Peluhku mulai membasahi pakaianku. Walaupun cukup lelah, aku tetap berlatih. Aku belum berhasil melumpuhkan pertahanan Rama. Ketika Rama menyerang tangan kananku, aku berkilah dan menangkis tombak Rama sekuat tenaga, dan akhirnya, tombak Rama jatuh. Aku berhasil.

"Bagus sekali, Beth!" seru Rama.

"Apa tak berlebihan, Rama?" Gnane muncul secara tiba-tiba dari pintu utama. "Kita bukan pergi untuk berperang."

Pakaian Gnane tampak seperti biasanya. Yudha langsung bersembunyi di balik tubuh Rama yang tinggi besar begitu ia menyadari kehadiran Gnane.

"Aku hanya melatih pertahanan diri mereka. Bukan untuk perang, Gnane. Bahaya mengancam di manapun," jawab Rama santai.

"Baiklah. Hei, Bocah! Apa yang kaulakukan di belakang Rama?" tanya Gnane yang belum mengetahui kelemahan Yudha.

"Bethari," bisik Yudha. Rama tersenyum melihat Yudha. "Dia bukan jengglot, kan?"

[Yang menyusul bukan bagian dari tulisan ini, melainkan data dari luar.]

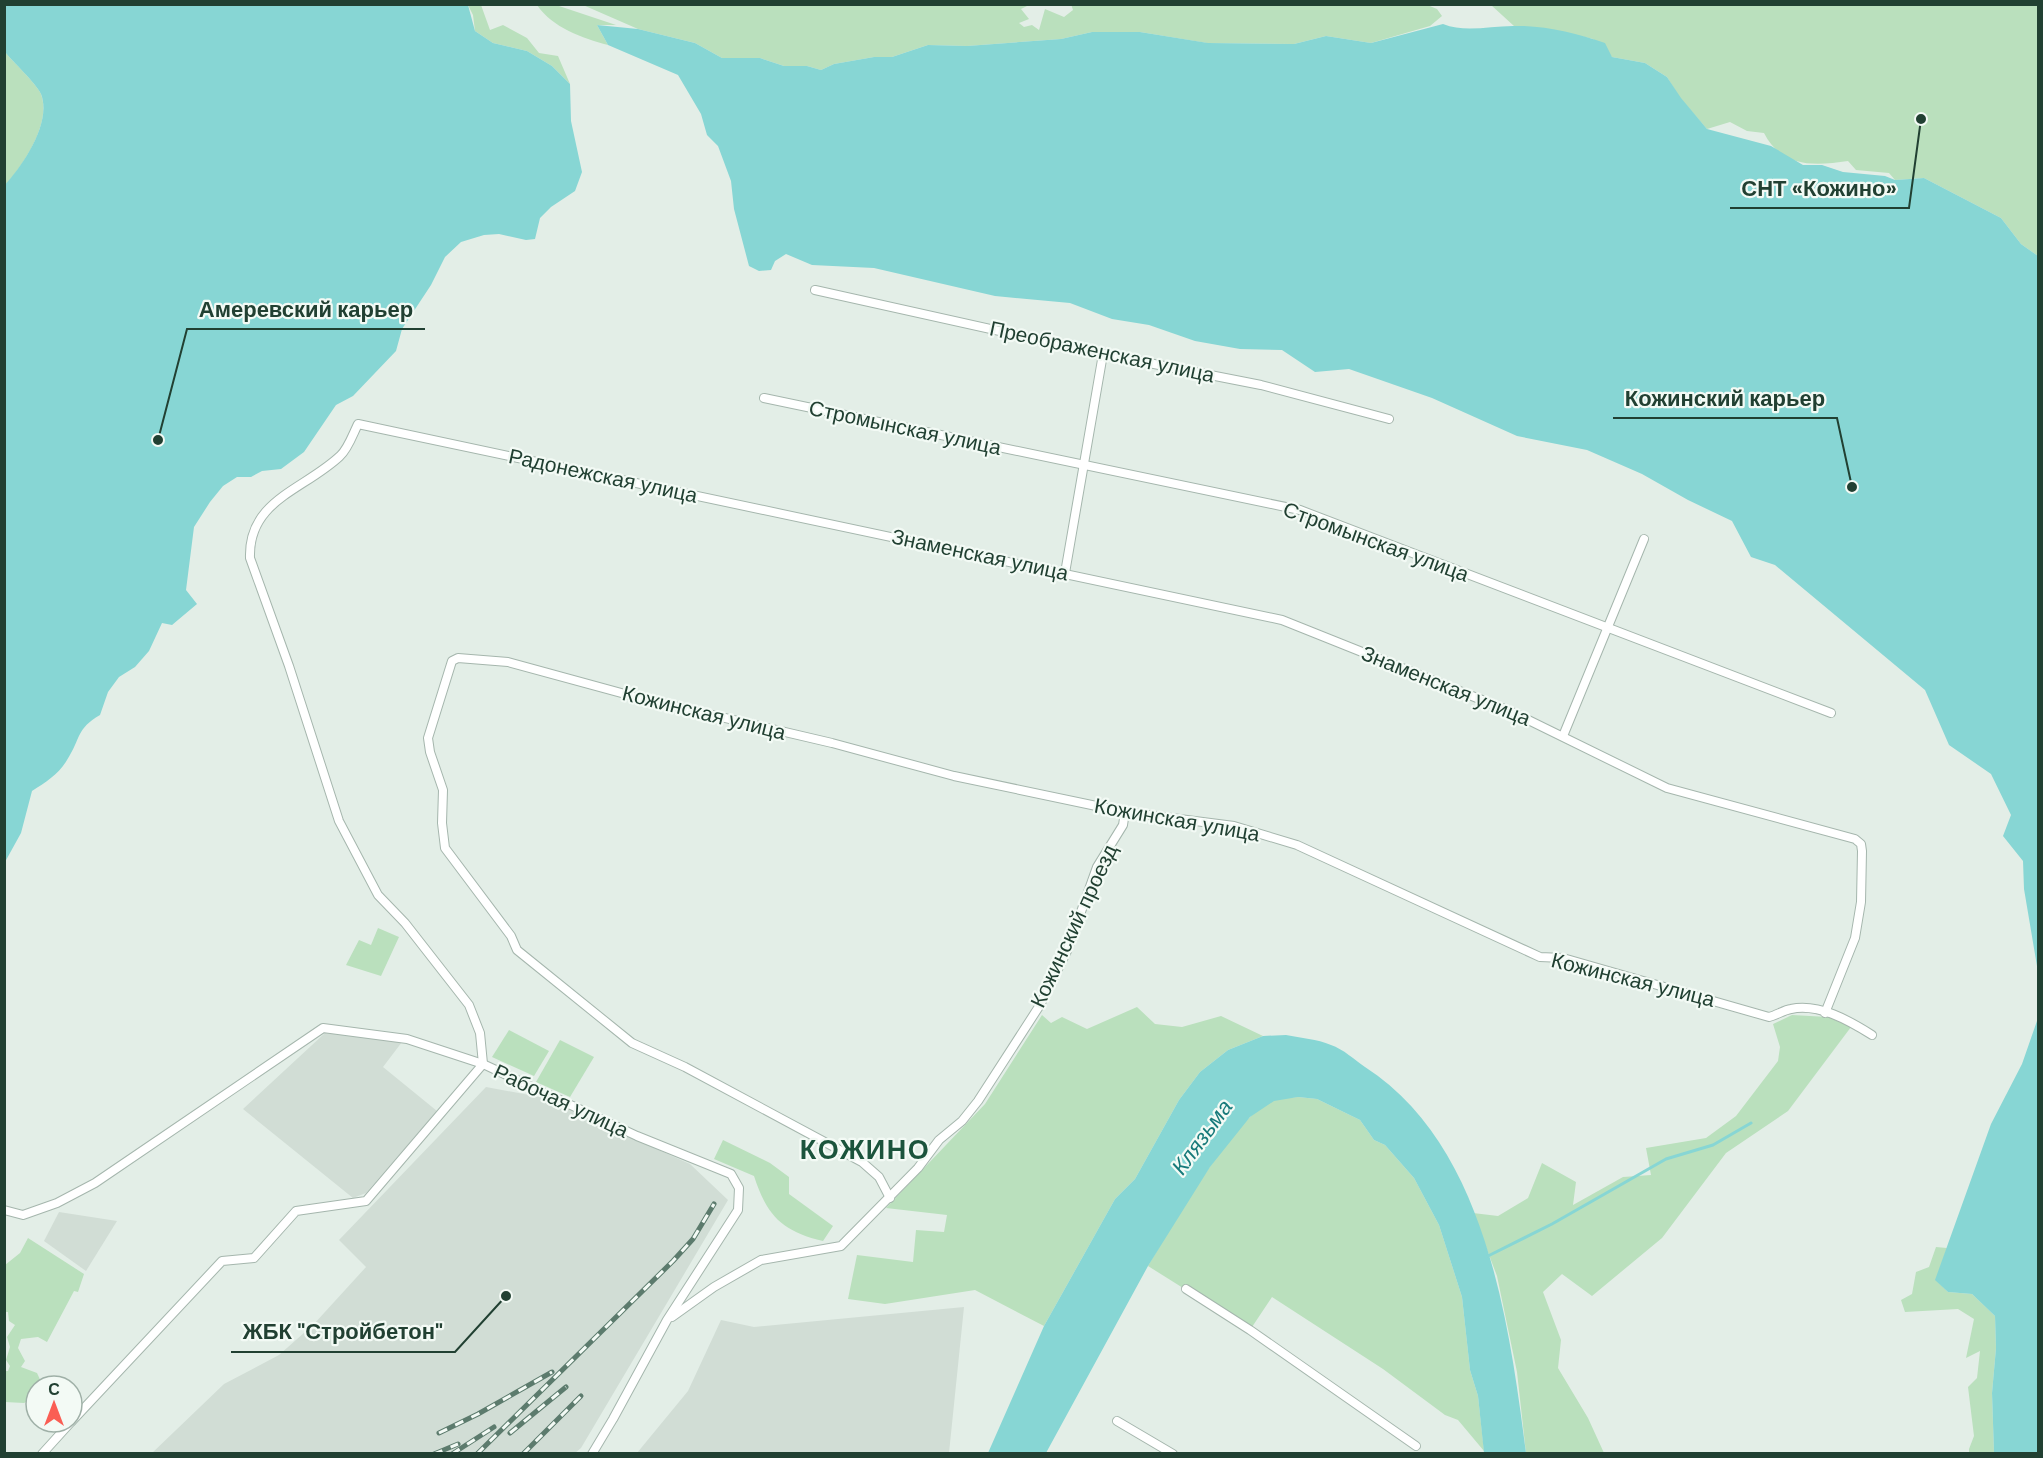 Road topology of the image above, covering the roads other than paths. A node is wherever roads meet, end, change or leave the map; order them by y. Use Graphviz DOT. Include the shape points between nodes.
graph roads {
  1 [pos="814,290"];
  2 [pos="1103,354"];
  3 [pos="764,398"];
  4 [pos="1389,419"];
  5 [pos="1085,466"];
  6 [pos="848,527"];
  7 [pos="1644,539"];
  8 [pos="1065,573"];
  9 [pos="1608,628"];
  10 [pos="1831,714"];
  11 [pos="1563,736"];
  12 [pos="1125,812"];
  13 [pos="1826,1012"];
  14 [pos="1872,1035"];
  15 [pos="483,1064"];
  16 [pos="890,1198"];
  17 [pos="4,1210"];
  18 [pos="1186,1289"];
  19 [pos="667,1320"];
  20 [pos="84,1409"];
  21 [pos="1117,1421"];
  22 [pos="61,1434"];
  23 [pos="1416,1446"];
  24 [pos="42,1454"];
  25 [pos="592,1454"];
  26 [pos="1173,1454"];
  1 -- 2 [label="street, Преображенская улица"];
  2 -- 4 [label="street, Преображенская улица" via="1261,385"];
  2 -- 5 [label="street"];
  3 -- 5 [label="street, Стромынская улица"];
  5 -- 8 [label="street"];
  5 -- 9 [label="street, Стромынская улица" via="1300,510"];
  6 -- 8 [label="street, Знаменская улица"];
  6 -- 15 [label="street, Радонежская улица" via="358,424 342,455 259,518 249,545 250,558 339,821 378,895 469,1005 480,1033"];
  7 -- 9 [label="street"];
  8 -- 11 [label="street, Знаменская улица" via="1282,620"];
  9 -- 10 [label="street, Стромынская улица"];
  9 -- 11 [label="street"];
  11 -- 13 [label="street, Знаменская улица" via="1666,788 1855,839 1861,844 1861,902 1855,938"];
  12 -- 13 [label="street, Кожинская улица" via="1234,826 1297,845 1540,957 1563,958 1769,1017 1790,1009"];
  12 -- 16 [label="street, Кожинский проезд" via="1123,825 1097,867 1067,951 1040,1005 978,1101"];
  12 -- 16 [label="street, Кожинская улица" via="954,776 508,662 458,658 448,667 428,738 443,790 445,848 511,936 517,950 632,1042 862,1162 879,1177"];
  13 -- 14 [label="street, Кожинская улица"];
  15 -- 17 [label="street" via="407,1039 323,1028 95,1183 23,1215"];
  15 -- 19 [label="street, Рабочая улица" via="637,1136 731,1174 739,1188 738,1210"];
  15 -- 20 [label="street, Рабочая улица" via="366,1201 296,1211 254,1258 222,1261"];
  16 -- 19 [label="street, Кожинский проезд" via="841,1246 760,1260"];
  18 -- 23 [label="street"];
  19 -- 25 [label="street, Рабочая улица"];
  21 -- 26 [label="street"];
  22 -- 24 [label="street, Рабочая улица"];
}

Aku tertawa. Lalu menarik Yudha keluar dari persembunyiannya. Yudha sempat menahan tarikanku. Dan akhirnya Rama menyingkir sehingga Yudha tak berlindung lagi.

"Kau cowok!" seruku. "Dia gnome. Bukan jengglot."

Yudha yang menutup mata mulai mengintip perlahan-lahan, dan akhirnya ia berani membuka matanya.

"Tak perlu takut padaku, Nak, sebelum aku berubah menjadi jengglot. Nah, Ratu dan bangsaku sudah siap untuk berangkat."

"Makanan? Sudah siap?" tanya Rama.

"Semuanya sudah siap. Garuda-mu juga sudah siap."

Aku menunggu keputusan Rama. Air mukanya berubah menjadi murung. Lalu ia menatap aku dan Yudha dengan tatapan penuh kasih sayang, berlutut di antara aku dan Yudha. Ia memegang pundak kami dan berbisik, "Ah, satu pesan penting lagi. Jika aku tak bersama kalian sampai akhir, temuilah para anggota Tiga Fak. Carilah penyebab dan pembuat racun itu. Aku berharap kita selalu bersama hingga akhir."

Entah kenapa pesan-pesan dari Rama selalu membuat perasaan kami takut. Aku menangis. Ketakutan itu membuatku tak mau beranjak. Aku melihat Yudha yang juga ketakutan.

"Mengapa kedengarannya sangat mengerikan?" tanya Yudha di bahu kanan Rama.

"Semoga tak mengerikan seperti yang kau bayangkan."

"Aku takut," bisikku di telinga kiri Rama.

"Ketakutan akan mengacaukan segalanya. Aku yakin, kalian adalah anak-anak pemberani. Parhelion tidak memilih anak-anak penakut," kata Rama sambil perlahan-lahan melepaskan pelukannya. "Berangkatlah bersama Gnane. Aku akan menyusul."

Rama tersenyum kepada kami. Senyum yang berbeda. Aku tahu senyumnya lebih tulus kali ini. Lalu ia dan Tar menghilang di balik celah. Menurutku, ia akan mengambil petanya.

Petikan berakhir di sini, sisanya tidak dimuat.